Last updated at 3:50 am UTC on 22 March 2007
NuBlt is a plan by Eddie Cottongim for an optimized bitblt. I'm not working on this heavily right now, but would be willing to help if others have a particular interest in further enhancements.
The motivation for this was that the LookEnhancements in 3.9 put a heavy load on BitBlt for things like window resizing and other common things that people expect to be very fluid.
The system is implemented in Slang, similar to BitBlt. Substantial parts are generated from templates to cut down the maintenance required. The main things done to help performance is removal of all possible per-pixel branches and function calls. This turned BitBlt "inside-out", with all those branches moved to "outer" levels instead of the innermost ones.
Here's the current state, with estimated difficulty on a scale of 1 to 5 for ToDo items:
17 of 34(ish) combination rules implemented. (Any one: (1) Finish them all: (2))

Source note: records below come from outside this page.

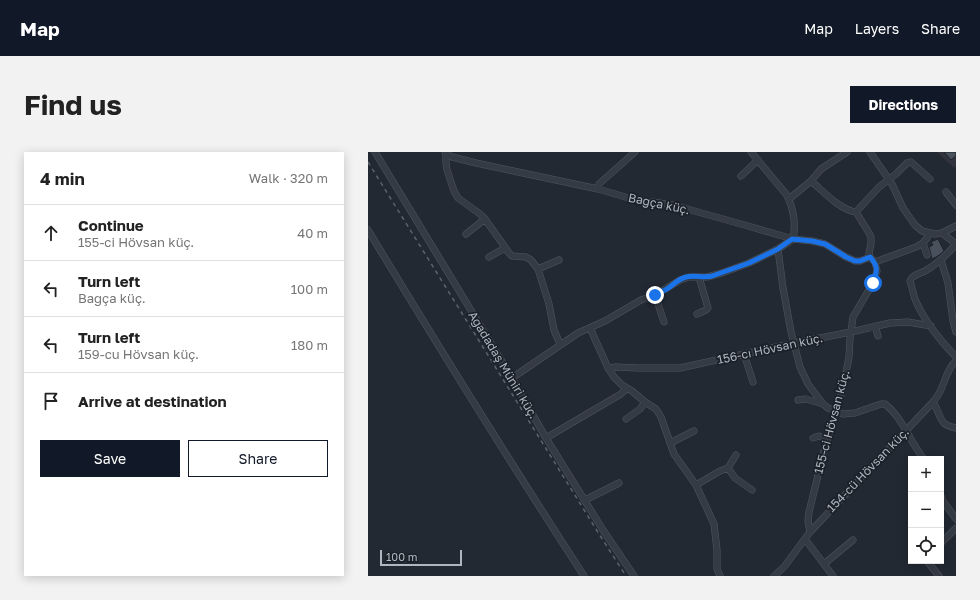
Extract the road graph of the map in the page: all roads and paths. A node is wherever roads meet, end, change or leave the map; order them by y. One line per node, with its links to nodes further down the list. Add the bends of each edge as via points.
1 (375, 152): 50 (street, Ağadadaş Müniri küç.)
2 (635, 152): 12 (street, via 599,184)
3 (751, 152): 7 (street)
4 (847, 152): 11 (street, via 821,169)
5 (870, 152): 9 (street)
6 (446, 153): 12 (street, Bağça küç., via 476,163); 17 (street, via 447,170 458,198)
7 (758, 160): 8 (street); 14 (street)
8 (741, 176)
9 (889, 179): 10 (street, via 911,162); 16 (street); 20 (street, via 908,216 918,228)
10 (930, 179)
11 (811, 181): 14 (street); 16 (street, via 842,207)
12 (598, 189): 23 (street, Bağça küç., via 632,199 673,205)
13 (946, 192): 15 (street)
14 (789, 199): 23 (street, via 794,215)
15 (956, 206)
16 (856, 212): 31 (street, 155-ci Hövsan küç., via 871,237 869,254)
17 (485, 219): 22 (street); 26 (street)
18 (956, 226): 21 (street)
19 (368, 230): 82 (street)
20 (930, 233): 21 (street); 24 (street)
21 (942, 233): 25 (street)
22 (466, 234)
23 (792, 239): 27 (street); 31 (street, Bağça küç., via 825,244 855,261)
24 (922, 243): 28 (street); 31 (street, Bağça küç.)
25 (956, 244): 32 (street)
26 (505, 248): 29 (street); 33 (street, via 512,256 531,260)
27 (778, 249): 34 (street, via 722,273); 44 (street)
28 (927, 255)
29 (489, 257)
30 (558, 260): 33 (street)
31 (873, 260): 41 (street, 155-ci Hövsan küç., via 877,271 853,318)
32 (941, 260): 39 (street, via 910,279 915,300); 42 (street, via 948,283)
33 (538, 269): 45 (street)
34 (699, 277): 35 (street, via 680,280); 36 (street, via 708,308)
35 (655, 295): 37 (street); 40 (street, via 640,300 613,318)
36 (697, 314)
37 (664, 322)
38 (874, 326): 39 (street, 156-cı Hövsan küç., via 908,322); 41 (street, 156-cı Hövsan küç.); 43 (street)
39 (931, 326): 47 (street)
40 (590, 328): 45 (street); 49 (street)
41 (851, 332): 44 (street, 156-cı Hövsan küç.); 57 (street, 155-ci Hövsan küç., via 850,357)
42 (956, 332)
43 (878, 336)
44 (794, 343): 46 (street, 156-cı Hövsan küç.); 56 (street, via 803,374)
45 (560, 344): 50 (street)
46 (744, 354): 49 (street, 156-cı Hövsan küç., via 680,368); 51 (street)
47 (956, 357)
48 (956, 360): 55 (street, 154-cü Hövsan küç.)
49 (608, 368): 52 (street)
50 (512, 378): 62 (street, Ağadadaş Müniri küç.)
51 (754, 382)
52 (627, 388): 54 (street); 62 (street)
53 (798, 400): 56 (street, via 806,399)
54 (645, 402): 58 (street); 65 (street, via 658,412)
55 (933, 402): 59 (street, via 942,421); 60 (street, 154-cü Hövsan küç.)
56 (823, 404): 57 (street)
57 (836, 412): 60 (street, via 855,413 886,404); 64 (street, 155-ci Hövsan küç.)
58 (626, 419)
59 (956, 428)
60 (906, 430): 67 (street); 76 (street, 154-cü Hövsan küç.)
61 (694, 431): 65 (street)
62 (546, 438): 72 (street, Ağadadaş Müniri küç.)
63 (813, 438): 64 (street, via 819,436)
64 (827, 439): 76 (street, 155-ci Hövsan küç., via 809,512)
65 (670, 443): 70 (street, via 674,454)
66 (736, 454): 68 (street)
67 (921, 456)
68 (728, 468): 70 (street); 71 (street, via 735,478)
69 (619, 482): 72 (street)
70 (696, 485): 84 (street, via 714,524 717,569)
71 (752, 490)
72 (585, 500): 83 (street, Ağadadaş Müniri küç.)
73 (944, 502): 74 (street)
74 (956, 519)
75 (956, 528): 79 (street)
76 (810, 532): 77 (street, 154-cü Hövsan küç.)
77 (805, 538): 80 (street); 85 (street, 154-cü Hövsan küç., via 784,567)
78 (853, 540): 80 (street)
79 (944, 540)
80 (824, 564): 86 (street)
81 (930, 564): 87 (street)
82 (584, 576)
83 (634, 576)
84 (720, 576)
85 (774, 576)
86 (833, 576)
87 (939, 576)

All depth conversion code is implemented
Constant color fills ("nosource") not implemented (2)
WarpBlt not implemented (5)
A few bit-twiddling bugs remain (2)
Special case performance enhancements (2)

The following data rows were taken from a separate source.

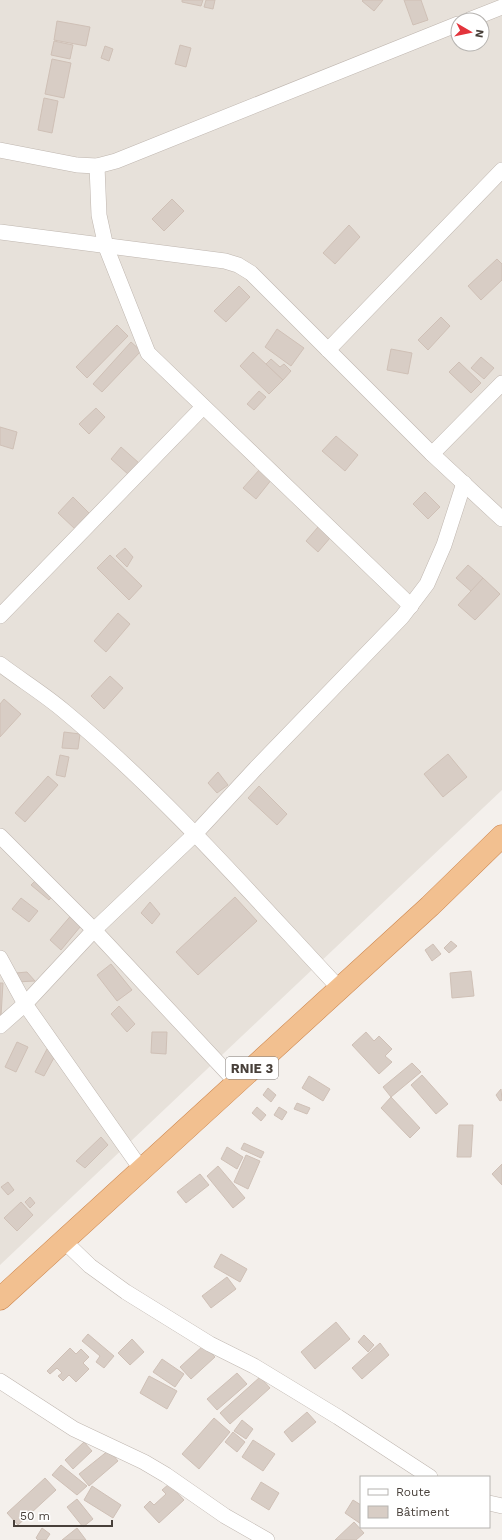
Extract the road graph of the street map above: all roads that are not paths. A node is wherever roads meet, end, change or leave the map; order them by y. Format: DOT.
graph roads {
  1 [pos="502,7"];
  2 [pos="489,12"];
  3 [pos="450,27"];
  4 [pos="0,150"];
  5 [pos="96,166"];
  6 [pos="502,170"];
  7 [pos="0,232"];
  8 [pos="106,247"];
  9 [pos="328,350"];
  10 [pos="502,383"];
  11 [pos="203,407"];
  12 [pos="432,454"];
  13 [pos="464,483"];
  14 [pos="502,518"];
  15 [pos="411,606"];
  16 [pos="0,616"];
  17 [pos="0,664"];
  18 [pos="195,834"];
  19 [pos="0,836"];
  20 [pos="502,836"];
  21 [pos="94,930"];
  22 [pos="0,958"];
  23 [pos="339,988"];
  24 [pos="24,1004"];
  25 [pos="0,1026"];
  26 [pos="236,1082"];
  27 [pos="141,1169"];
  28 [pos="63,1240"];
  29 [pos="0,1299"];
  30 [pos="0,1381"];
  31 [pos="428,1476"];
  32 [pos="490,1503"];
  33 [pos="502,1506"];
  34 [pos="267,1540"];
  1 -- 2 [label="street"];
  3 -- 5 [label="street"];
  4 -- 5 [label="street"];
  5 -- 8 [label="street"];
  6 -- 9 [label="street"];
  7 -- 8 [label="street"];
  8 -- 9 [label="street"];
  8 -- 11 [label="street"];
  9 -- 12 [label="street"];
  10 -- 12 [label="street"];
  11 -- 15 [label="street"];
  11 -- 16 [label="street"];
  12 -- 13 [label="street"];
  13 -- 14 [label="street"];
  13 -- 15 [label="street"];
  15 -- 18 [label="street"];
  17 -- 18 [label="street"];
  18 -- 21 [label="street"];
  18 -- 23 [label="street"];
  19 -- 21 [label="street"];
  20 -- 23 [label="highway, RNIE 3"];
  21 -- 24 [label="street"];
  21 -- 26 [label="street"];
  22 -- 24 [label="street"];
  23 -- 26 [label="highway, RNIE 3"];
  24 -- 25 [label="street"];
  24 -- 27 [label="street"];
  26 -- 27 [label="highway, RNIE 3"];
  27 -- 28 [label="highway, RNIE 3"];
  28 -- 29 [label="highway, RNIE 3"];
  28 -- 31 [label="street"];
  30 -- 34 [label="street"];
  32 -- 33 [label="street"];
}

Halftoning not implemented (2)
A few crash bugs remain (3)
It is a multipass design that tries to have an optimal routine for each pass. There's a single, simple "main loop" that calls optimized versions of each function (for example, depth conversion, alignment, combination).
The classic Bitblt has the entire logic combined into one loop, which tends to have very general code. Several copies of the big loop exist with various optimizations (for example, one copy has the source=null optimization)

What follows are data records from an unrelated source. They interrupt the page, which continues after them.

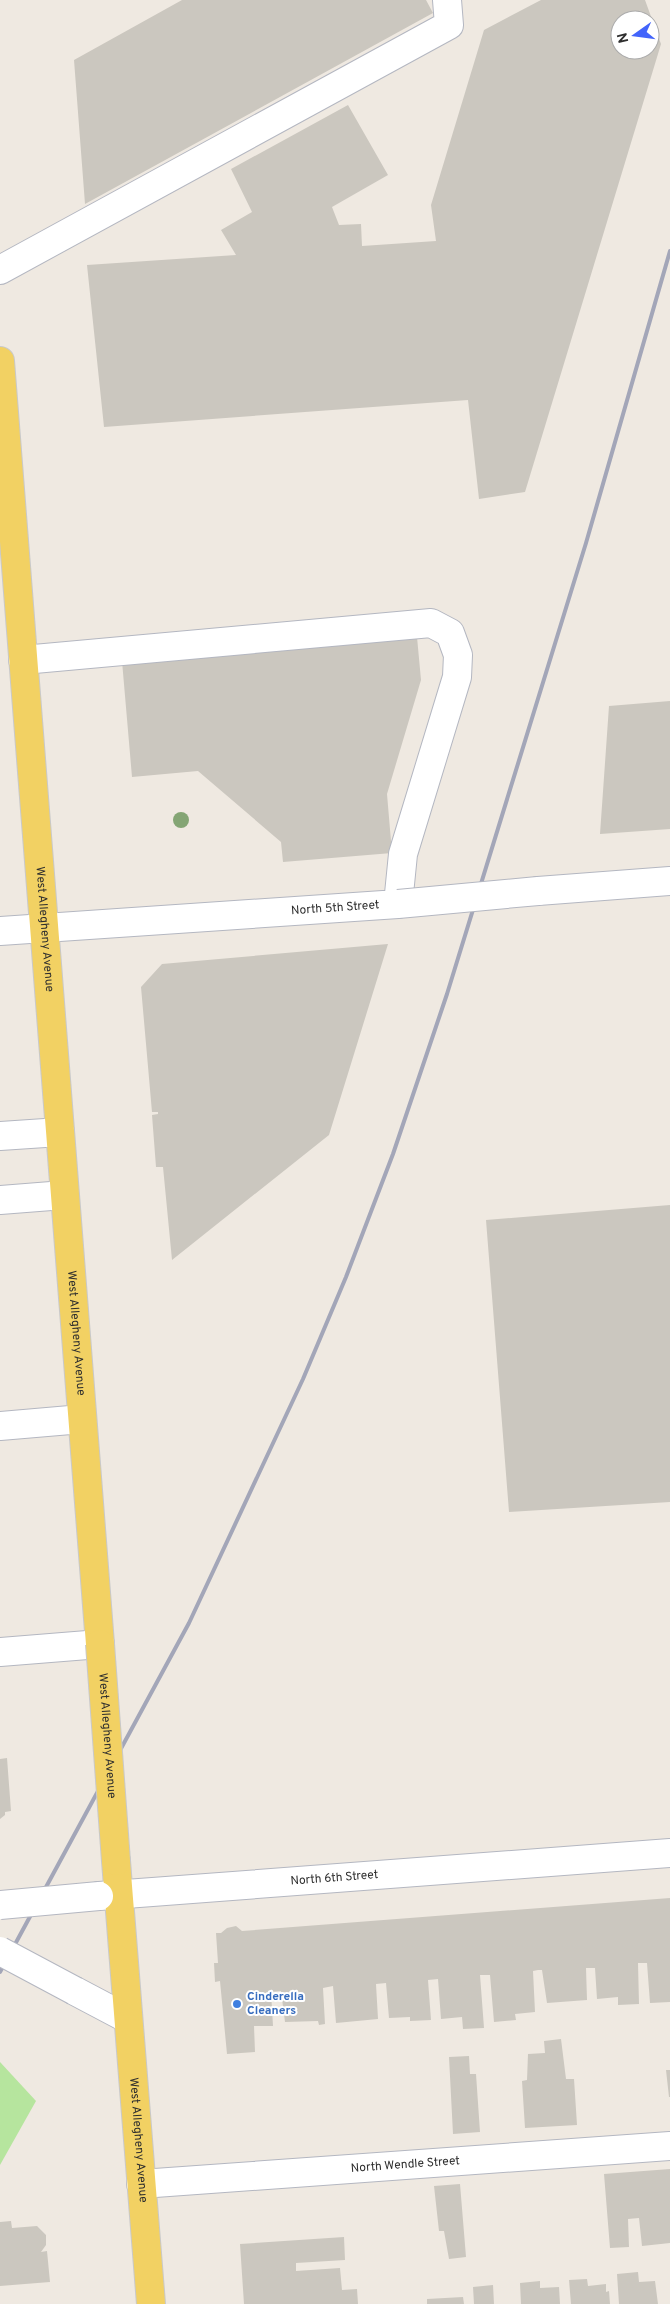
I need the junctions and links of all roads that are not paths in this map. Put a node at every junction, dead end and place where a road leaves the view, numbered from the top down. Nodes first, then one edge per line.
1 (447, 0) edge
2 (0, 270) edge
3 (0, 361) edge
4 (23, 660) junction
5 (670, 881) edge
6 (398, 904) junction
7 (44, 927) junction
8 (0, 931) edge
9 (60, 1132) junction
10 (0, 1136) edge
11 (64, 1195) junction
12 (0, 1200) edge
13 (82, 1419) junction
14 (0, 1426) edge
15 (100, 1644) junction
16 (0, 1652) edge
17 (670, 1853) edge
18 (109, 1895) junction
19 (0, 1904) edge
20 (0, 1951) edge
21 (128, 2019) junction
22 (670, 2146) edge
23 (141, 2184) junction
24 (151, 2304) edge

1 - 2 street
3 - 4 main road, West Allegheny Avenue
4 - 6 street
4 - 7 main road, West Allegheny Avenue
5 - 6 street, North 5th Street, bridge
6 - 7 street, North 5th Street
7 - 8 street, North 5th Street
7 - 9 main road, West Allegheny Avenue
9 - 10 street
9 - 11 main road, West Allegheny Avenue
11 - 12 street
11 - 13 main road, West Allegheny Avenue
13 - 14 street
13 - 15 main road, West Allegheny Avenue
15 - 16 street
15 - 18 main road, West Allegheny Avenue, bridge
17 - 18 street, North 6th Street
18 - 19 street, North 6th Street, bridge
18 - 21 main road, West Allegheny Avenue
20 - 21 street, bridge
21 - 23 main road, West Allegheny Avenue
22 - 23 street, North Wendle Street
23 - 24 main road, West Allegheny Avenue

The multipass design benefits from the assumption of a sizeable L1 cache, where memory latency is seen only on the first pass, with subsequent passes operating on data already in the cache.
The multipass design can also add additional passes relatively easily; a halftone pass should be trivial, and a warp pass should be possible (though not as trivial).
Special attention has been paid to small blts (such as typical for font blts). In these cases, only a single deference to each optimized function is required per blt. This was done by moving the 'y loop' inside the worker functions.
The downside of this is that there is a lot of code to write; about 30 depth conversions. The code for some of these can be generated. More code for the combination rules may also be required; For example, I did 3 'inner loops' for Rule 25 and 2 for Rule 3.
Writing all the specific fast code, as well as dealing with the large number of unusual modes (halftones, constant color fills, warp blt) has been more than I felt like dealing with. It should all be possible with this design, though.